_Task material_:
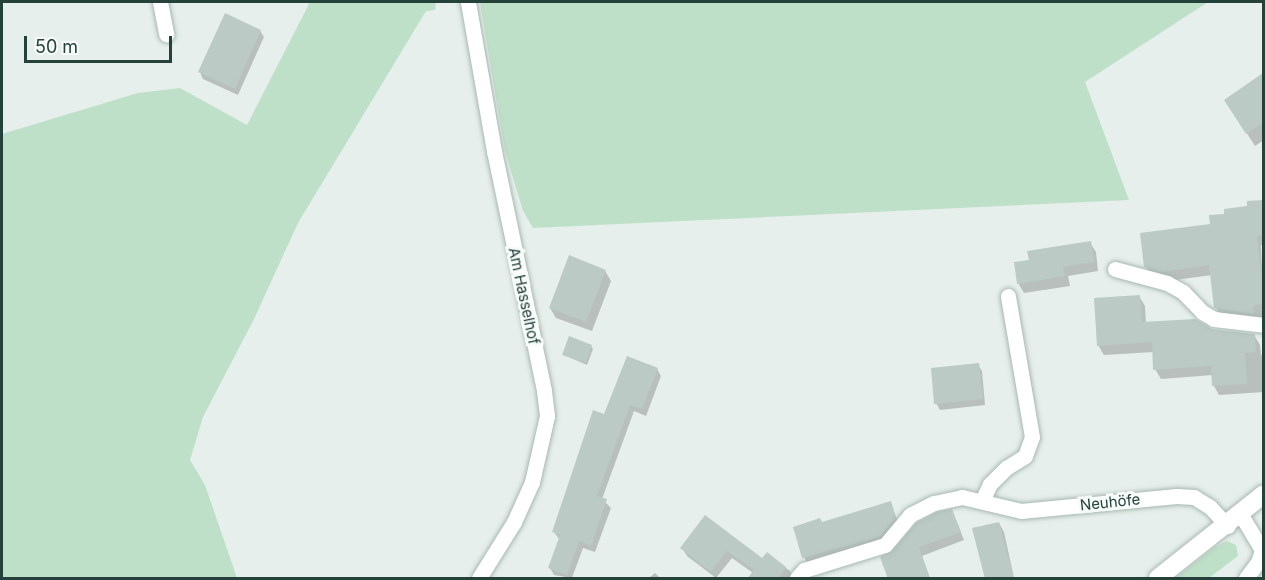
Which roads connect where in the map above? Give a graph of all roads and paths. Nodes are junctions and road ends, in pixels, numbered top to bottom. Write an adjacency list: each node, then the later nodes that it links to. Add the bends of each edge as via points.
1 (160, 2): 3 (street)
2 (468, 2): 10 (street, Am Hasselhof, via 547,416 532,482 514,522)
3 (166, 34)
4 (1115, 269): 6 (street, via 1167,283 1214,318)
5 (1008, 296): 8 (street, via 1032,436 1025,456 990,484)
6 (1263, 325)
7 (1263, 494): 9 (street)
8 (982, 501): 9 (street, Neuhöfe, via 1022,511 1194,497); 11 (street, Neuhöfe, via 963,497 934,503 910,515 885,545 804,570)
9 (1234, 520): 12 (street); 13 (street, Neuhöfe, via 1262,550)
10 (479, 579)
11 (796, 579)
12 (1158, 579)
13 (1246, 579)

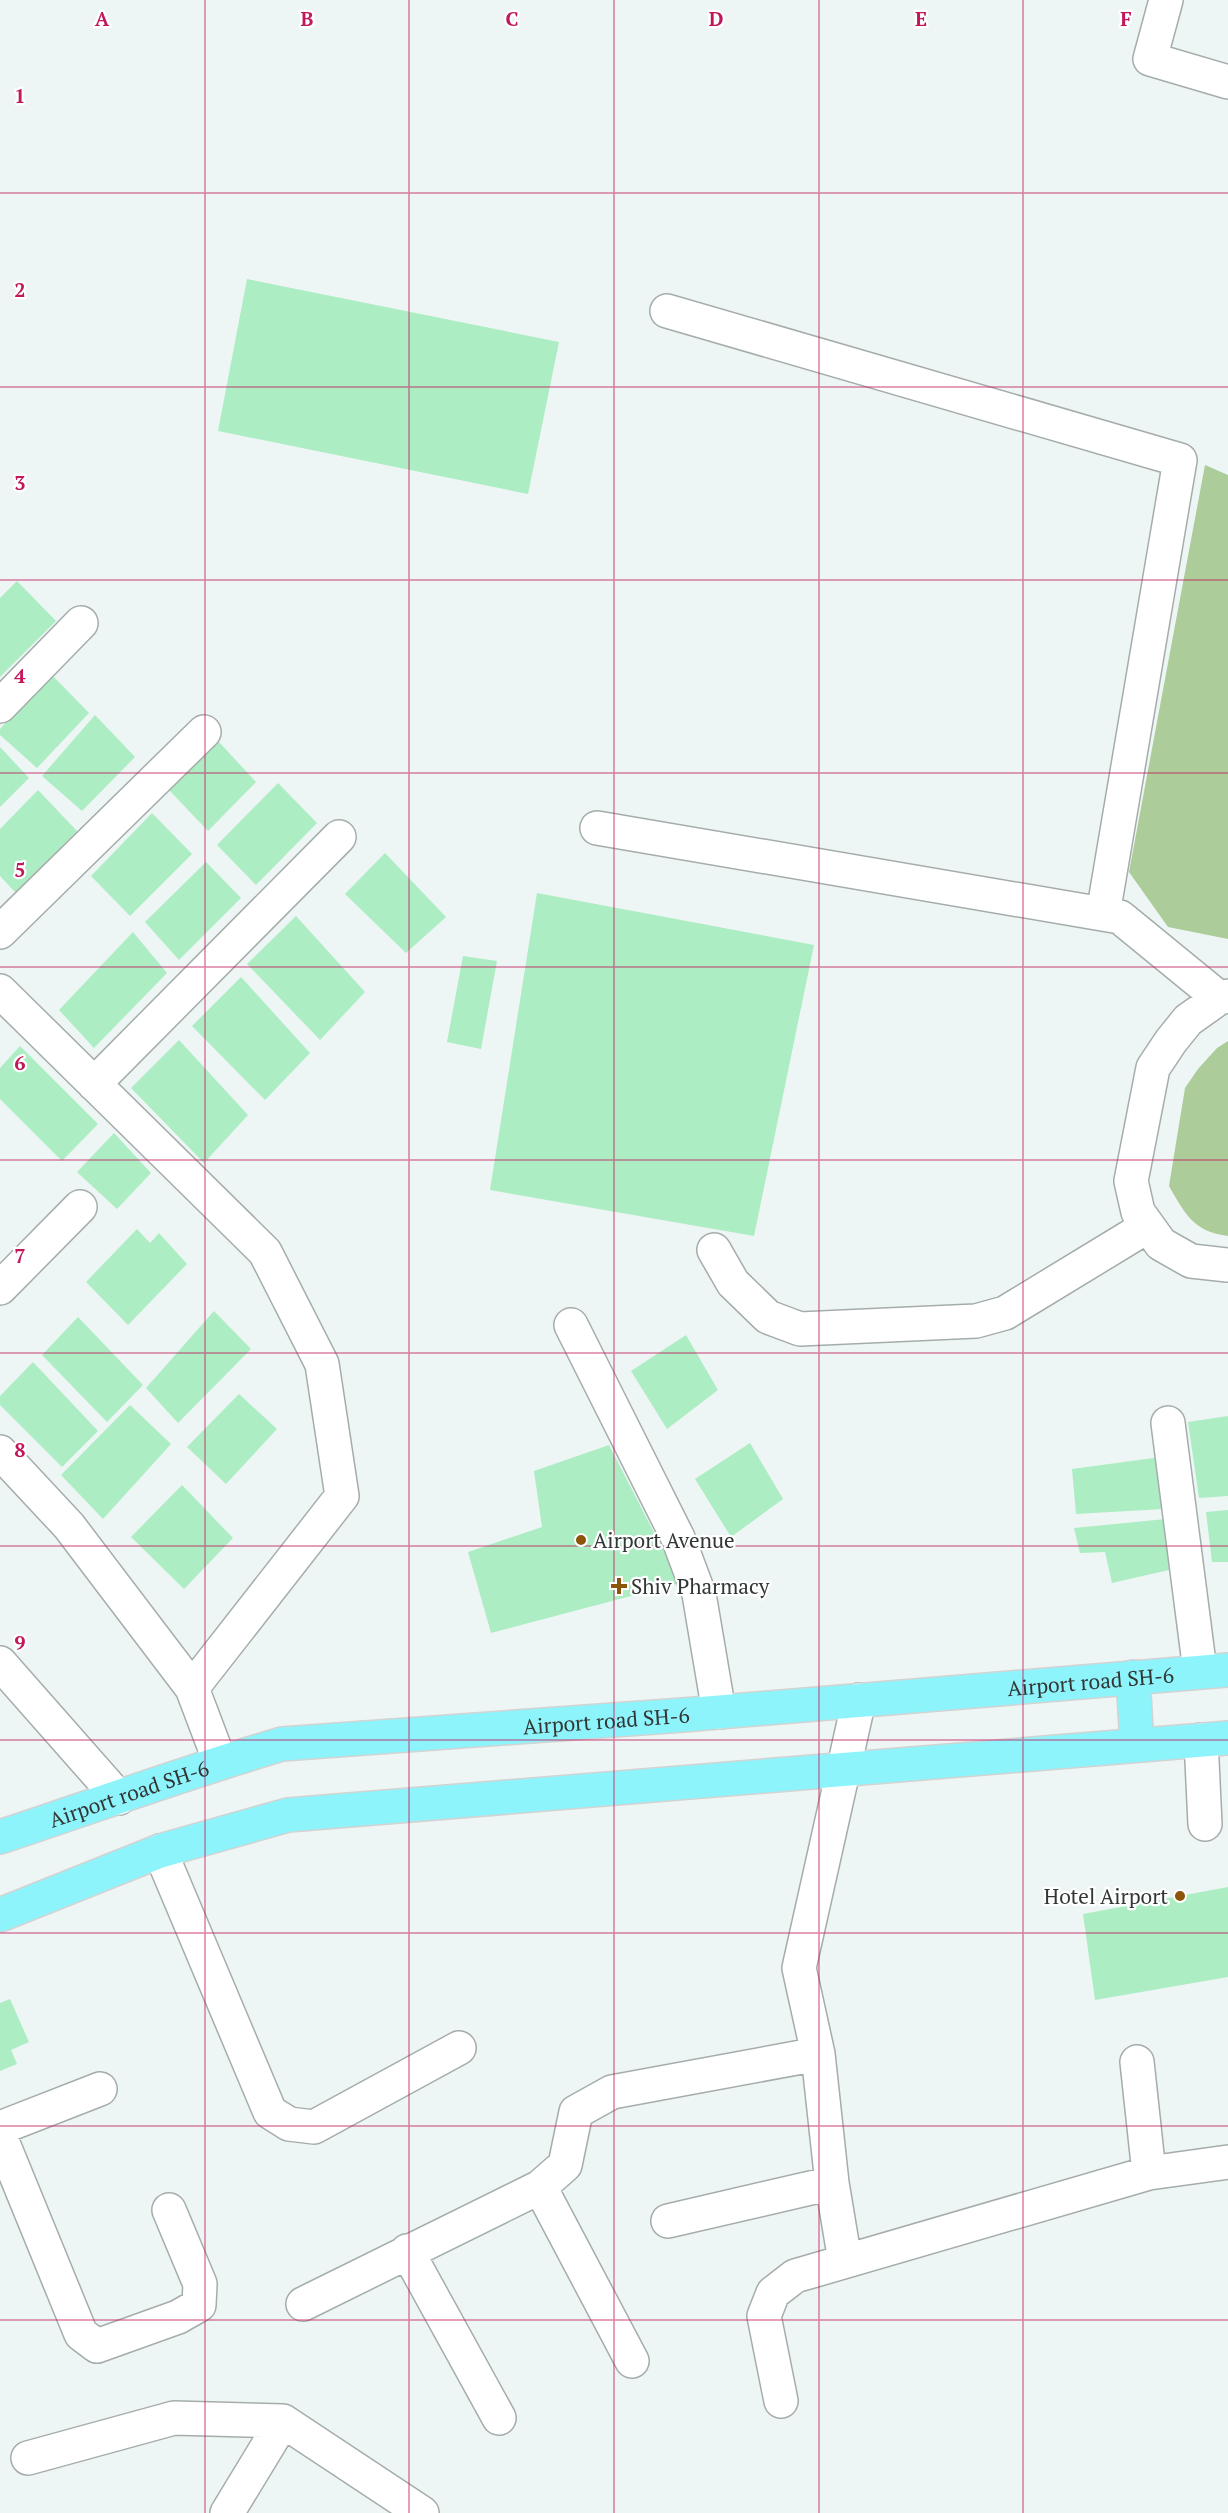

_About this exercise_:
Your copy should be the entries retyped exactly, with no images in it.

_Answer space_:
Which roads connect where in the map above? Give a graph of all roads and paths. Nodes are junctions and road ends, in pixels, numbered top to bottom. Write an adjacency list: each node, then the later nodes that it links to. Add the bends of each edge as via points.
1 (160, 2): 3 (street)
2 (468, 2): 10 (street, Am Hasselhof, via 547,416 532,482 514,522)
3 (166, 34)
4 (1115, 269): 6 (street, via 1167,283 1214,318)
5 (1008, 296): 8 (street, via 1032,436 1025,456 990,484)
6 (1263, 325)
7 (1263, 494): 9 (street)
8 (982, 501): 9 (street, Neuhöfe, via 1022,511 1194,497); 11 (street, Neuhöfe, via 963,497 934,503 910,515 885,545 804,570)
9 (1234, 520): 12 (street); 13 (street, Neuhöfe, via 1262,550)
10 (479, 579)
11 (796, 579)
12 (1158, 579)
13 (1246, 579)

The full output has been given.